YOUNG: Scientists at the International Union for the Conservation of Nature recently published gloomy assessment of the world’s tuna. Five of the eight tuna species are now in the “threatened” or “near threatened” categories on the IUCN’s Red List. All Bluefin Tuna, the All Bluefin Tuna, the report warns, are “susceptible to collapse under continued excessive fishing.” The U.S. government last month named the Atlantic Bluefin a “species of concern.” It’s been overfished on both sides of the ocean for decades. And last year’s Gulf oil spill struck spawning grounds just as eggs and larvae were in the water. But on a recent fishing trip I learned that some scientists tracking the Atlantic Bluefin are starting to see a few hopeful signs that this amazing animal can make a comeback.

[WATER SOUNDS, BOAT ENGINE]

YOUNG: We push off from Chatham, Massachusetts on Cape Cod at 4 a.m.,Normal hours for Capt. Eric Stewart. Stewart is 47. He’s been fishing here since he was a teenager. How big are tuna to him? For his 20th wedding anniversary, Stewart got a new wedding band engraved with Bluefin Tuna. Not what Mrs. Stewart had in mind.


Capt. Eric Stewart at the wheel of the Tammy Rose. U.S. fishermen face strictly enforced quotas, but overfishing and illegal fishing elsewhere in the Atlantic deplete Bluefin stocks. (Photo: Jeff Young)

STEWART: (Laughs) Well, she said I’m not gonna have a bluefin ring! And so that was the end of the discussion. Then all of a sudden she says, “I think that’s a great idea.” I said, “oh great, well what are you gonna get?” She says, “Oh don’t worry, don’t worry.” So uh needless to say my new tuna ring cost me a little bit more than I thought it was going to! But I got my wish.

YOUNG: (Laughs) Stewart’s surrounded by reminders of what’s on the line with his charter fishing business. This boat, the Tammy Rose, is named for his wife. His first mate is his son, Corey. If he can’t fish, they’re all sunk. Mere talk of the Bluefin as an endangered species hurt business.

STEWART: It was frustrating for me and it impacted tackle sales and impacted charters. And you know, it’s given Bluefin like this bad mark when there is nothing farther from the truth.

YOUNG: Away from the microphone Stewart tells me some of his fishing colleagues were not happy with him making this trip. Bad news about the Bluefin comes from three types of people, scientists, environmentalists and reporters — and Stewart has all three on this outing, organized by the Pew Environment Group. But he thinks it’s important for fishermen tell their story.
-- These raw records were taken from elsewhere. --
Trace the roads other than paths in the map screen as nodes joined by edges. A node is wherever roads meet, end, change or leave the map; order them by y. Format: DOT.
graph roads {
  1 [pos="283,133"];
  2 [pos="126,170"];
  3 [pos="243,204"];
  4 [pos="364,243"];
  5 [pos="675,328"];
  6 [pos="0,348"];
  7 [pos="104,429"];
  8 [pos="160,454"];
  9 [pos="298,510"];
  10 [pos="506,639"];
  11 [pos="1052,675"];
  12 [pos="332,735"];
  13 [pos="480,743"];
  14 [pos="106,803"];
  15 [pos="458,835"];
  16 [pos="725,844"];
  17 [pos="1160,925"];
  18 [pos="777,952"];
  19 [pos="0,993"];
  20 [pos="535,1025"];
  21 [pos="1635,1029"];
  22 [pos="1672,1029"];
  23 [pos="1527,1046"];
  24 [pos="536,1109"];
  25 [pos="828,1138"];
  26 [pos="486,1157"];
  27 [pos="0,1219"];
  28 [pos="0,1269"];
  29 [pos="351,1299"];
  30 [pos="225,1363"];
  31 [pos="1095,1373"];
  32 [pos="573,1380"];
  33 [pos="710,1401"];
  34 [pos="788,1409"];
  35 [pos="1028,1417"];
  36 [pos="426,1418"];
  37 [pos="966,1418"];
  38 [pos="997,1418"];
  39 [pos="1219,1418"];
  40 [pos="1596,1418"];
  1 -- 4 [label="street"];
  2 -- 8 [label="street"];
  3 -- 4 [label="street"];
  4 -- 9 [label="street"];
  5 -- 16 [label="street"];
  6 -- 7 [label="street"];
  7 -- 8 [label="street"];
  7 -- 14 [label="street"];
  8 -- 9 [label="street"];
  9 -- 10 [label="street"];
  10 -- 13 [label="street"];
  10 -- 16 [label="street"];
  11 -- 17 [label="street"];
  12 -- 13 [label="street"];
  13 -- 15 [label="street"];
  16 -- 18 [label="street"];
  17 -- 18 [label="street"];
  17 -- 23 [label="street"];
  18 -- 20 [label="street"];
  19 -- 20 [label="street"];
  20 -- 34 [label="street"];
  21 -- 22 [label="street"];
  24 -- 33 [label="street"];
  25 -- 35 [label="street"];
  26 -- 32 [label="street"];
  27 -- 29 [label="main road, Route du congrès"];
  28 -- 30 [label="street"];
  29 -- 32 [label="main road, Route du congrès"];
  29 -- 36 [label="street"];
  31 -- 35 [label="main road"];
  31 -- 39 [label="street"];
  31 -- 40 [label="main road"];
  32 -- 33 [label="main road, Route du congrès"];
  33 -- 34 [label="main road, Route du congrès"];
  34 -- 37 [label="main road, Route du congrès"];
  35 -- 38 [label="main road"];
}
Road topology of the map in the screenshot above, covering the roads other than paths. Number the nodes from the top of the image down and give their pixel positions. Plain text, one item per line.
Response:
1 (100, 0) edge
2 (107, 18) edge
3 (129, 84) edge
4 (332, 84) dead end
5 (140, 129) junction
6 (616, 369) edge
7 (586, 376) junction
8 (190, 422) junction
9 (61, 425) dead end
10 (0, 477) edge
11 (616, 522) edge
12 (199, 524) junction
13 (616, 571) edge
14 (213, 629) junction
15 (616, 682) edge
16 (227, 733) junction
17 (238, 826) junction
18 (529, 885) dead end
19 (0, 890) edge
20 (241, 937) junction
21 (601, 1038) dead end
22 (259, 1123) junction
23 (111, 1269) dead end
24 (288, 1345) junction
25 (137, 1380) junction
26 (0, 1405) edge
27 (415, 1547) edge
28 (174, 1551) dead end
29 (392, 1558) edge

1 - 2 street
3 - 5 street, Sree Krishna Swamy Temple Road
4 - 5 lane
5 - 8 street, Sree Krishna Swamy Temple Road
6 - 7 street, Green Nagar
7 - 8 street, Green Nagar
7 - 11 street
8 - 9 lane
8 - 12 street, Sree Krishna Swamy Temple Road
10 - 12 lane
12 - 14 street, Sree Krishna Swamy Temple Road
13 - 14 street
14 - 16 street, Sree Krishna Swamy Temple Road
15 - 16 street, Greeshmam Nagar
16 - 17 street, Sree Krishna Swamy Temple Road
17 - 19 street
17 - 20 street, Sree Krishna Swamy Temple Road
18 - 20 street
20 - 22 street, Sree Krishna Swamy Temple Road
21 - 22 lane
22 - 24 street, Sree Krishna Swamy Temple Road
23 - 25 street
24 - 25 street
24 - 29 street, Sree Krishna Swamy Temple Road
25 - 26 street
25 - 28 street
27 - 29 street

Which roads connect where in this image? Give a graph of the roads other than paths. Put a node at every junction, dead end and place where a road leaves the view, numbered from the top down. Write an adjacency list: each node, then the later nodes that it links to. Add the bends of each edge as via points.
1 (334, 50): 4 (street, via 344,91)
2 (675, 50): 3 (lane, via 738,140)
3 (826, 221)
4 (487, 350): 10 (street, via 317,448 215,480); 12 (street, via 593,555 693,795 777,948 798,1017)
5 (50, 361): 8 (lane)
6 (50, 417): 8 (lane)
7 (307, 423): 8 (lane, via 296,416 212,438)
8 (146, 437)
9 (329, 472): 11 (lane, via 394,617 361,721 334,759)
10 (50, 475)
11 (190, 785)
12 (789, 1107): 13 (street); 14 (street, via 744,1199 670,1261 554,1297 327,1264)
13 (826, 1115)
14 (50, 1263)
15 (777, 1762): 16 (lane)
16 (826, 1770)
STEWART: We’re out here every day. The number of fish that I’ve seen in the last five or six years clearly shows that the population is growing, not declining.

[WATER AND SOUND OF TROLLING BOAT]

YOUNG: About six miles off of the Cape, Humpback Whales breach, sending spray into the dawn light.

[CREW: Whoo!]

YOUNG: Stewart follows the whales. Where they feed, so do Bluefin.

STEWART: See all the birds and everything up here now? So this is really looking good.

YOUNG: Corey sets the seven trolling lures at staggered lengths behind the boat. And we wait.

[TROLLING MOTOR, RADIO CHATTER]

YOUNG: Then, a powerful swirl at one of the middle rigs.

[REELS SPINNING LOUDLY]

STEWART: Big fish. Here we go! Gotta clear the other lines guys! Big fish!

YOUNG: The reel dumps line. The deck is chaos as the fish crosses lines.

STEWART: Get the other squid rig in the boat! Get the squid rig in the boat! Right there in the short corner! Someone get that squid rig in the boat! This is a big fish guys, this is not a little fish.

YOUNG: Reporter Lisa Densmore straps into a harness and takes the rod and reel.

STEWART (SHOUTING): What do you think Lisa? Is this worth waking up at 4 o’clock in the morning for or what? (Laughs) Come on!

YOUNG: You got a guess on this fish here?

STEWART: You know what, he made a really strong run…He’s possuming us! There he goes.

YOUNG: Possuming, what’s that?

STEWART: He’s just gonna trying to reverse directions. Playin’ possum. Uh, this fish could be 58 inches. He made a huge run. But you just can’t tell. You really can’t tell till he comes up.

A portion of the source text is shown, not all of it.